Later Monday morning, national security adviser John Bolton said Trump told him that "if Iran does anything at all to the negative, they will pay a price like few countries have ever paid before."
John Rood, the Pentagon's undersecretary of defense for policy, told CNN's Barbara Starr at the Aspen Security Conference in Aspen, Colorado, on Friday that the US hadn't adjusted its military posture in response to threats from Iran.
"I don't think that's warranted. I wouldn't recommend that," he said.
Trump came into office vowing to take a hard line on Iran and scrap the Obama-negotiated nuclear deal of 2015, a promise he fulfilled in May.
The agreement forced Iran to curtail its uranium enrichment capacity to prevent it developing nuclear weapons, and imposed stringent verification processes, in exchange for relief on crippling sanctions.
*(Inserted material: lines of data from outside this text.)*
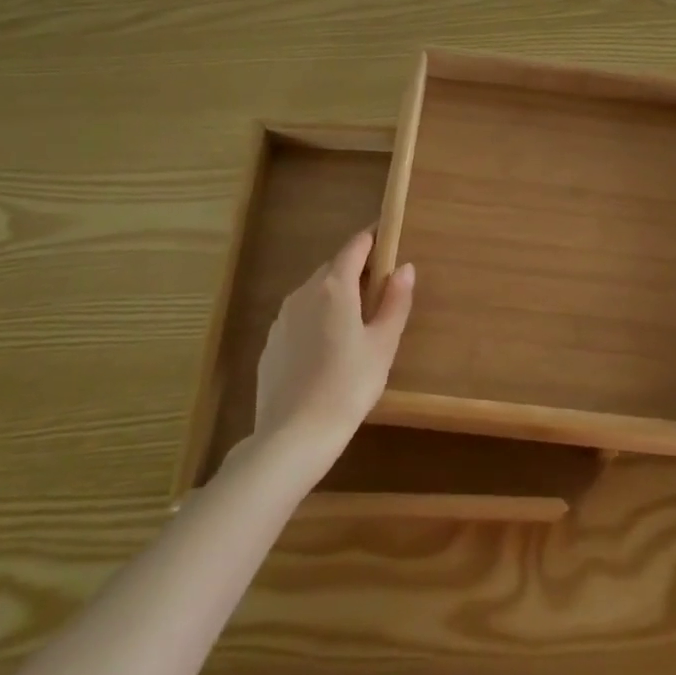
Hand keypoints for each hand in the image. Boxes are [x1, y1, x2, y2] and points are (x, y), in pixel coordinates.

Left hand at [250, 230, 414, 468]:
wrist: (293, 435)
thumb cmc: (348, 385)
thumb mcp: (383, 344)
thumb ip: (395, 301)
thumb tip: (404, 268)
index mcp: (335, 287)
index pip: (355, 246)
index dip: (373, 239)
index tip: (389, 239)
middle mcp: (304, 292)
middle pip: (334, 268)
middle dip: (357, 271)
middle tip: (380, 291)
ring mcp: (282, 317)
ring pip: (314, 293)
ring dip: (336, 296)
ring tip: (356, 324)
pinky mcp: (271, 343)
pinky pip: (299, 318)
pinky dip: (316, 320)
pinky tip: (327, 351)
One of Trump's many criticisms of the accord, known as the Joint Comprehensive Plan of Action, was that it did not do enough to stop Iran from funding extremist groups throughout the Middle East.
The other signatories to the deal have vowed to stand by it.
For its part, Iran has shown no signs of reneging on the deal, motivated by the benefits of sanctions relief. But Washington is preparing to reimpose some of the punishing sanctions that brought Iran to the table in the first place.
"Right now, the United States is undertaking a diplomatic and financial pressure campaign to cut off the funds that the regime uses to enrich itself and support death and destruction," Pompeo said Sunday.
"We are asking every nation who is sick and tired of the Islamic Republic's destructive behavior to join our pressure campaign."